On 8 December 1987 the United States and the Soviet Union signed the Intermediate-Range Nuclear Forces Treaty. This treaty reverted the double-track policy. This treaty also provided for the destruction of all middle-range weapons and ended this episode of the Cold War.

== "Track Two" deployments ==

=== Pershing II ===
The Pershing II launchers began to be deployed in West Germany in late November 1983 and the deployment of 108 launchers was completed in late 1985. Initial Operational Status (IOS) was achieved on 15 December 1983 when A Battery, 1st Battalion, 41st Field Artillery Regiment rotated onto operational status at the Missile Storage Area (MSA) in Mutlangen. The West German government announced on 13 December 1985 that the US Army 56th Field Artillery Brigade was equipped with 108 Pershing II launchers across three missile battalions stationed at Neu-Ulm, Mutlangen and Neckarsulm.
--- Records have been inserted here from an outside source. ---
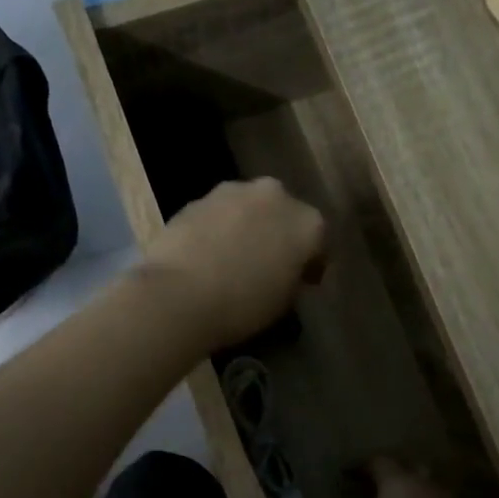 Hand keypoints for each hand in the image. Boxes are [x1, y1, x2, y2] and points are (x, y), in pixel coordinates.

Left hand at [140, 179, 326, 351]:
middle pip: (284, 214)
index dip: (311, 263)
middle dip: (279, 235)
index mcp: (308, 223)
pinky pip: (218, 214)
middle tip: (269, 264)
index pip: (319, 242)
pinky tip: (208, 255)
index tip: (304, 281)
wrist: (178, 295)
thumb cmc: (243, 306)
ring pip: (249, 209)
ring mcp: (234, 191)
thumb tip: (285, 270)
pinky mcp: (197, 198)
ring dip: (248, 227)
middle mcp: (275, 196)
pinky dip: (219, 229)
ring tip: (235, 258)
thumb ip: (292, 277)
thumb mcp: (283, 301)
=== BGM-109G Ground Launched Cruise Missile ===
464 BGM-109G missiles would be based at six locations throughout Europe: 160 at RAF Greenham Common and RAF Molesworth in the United Kingdom, 112 at Comiso Air Station in Italy, 96 at Wueschheim Air Station in West Germany, 48 at the Woensdrecht Air Base in the Netherlands, and 48 at the Florennes Air Base in Belgium.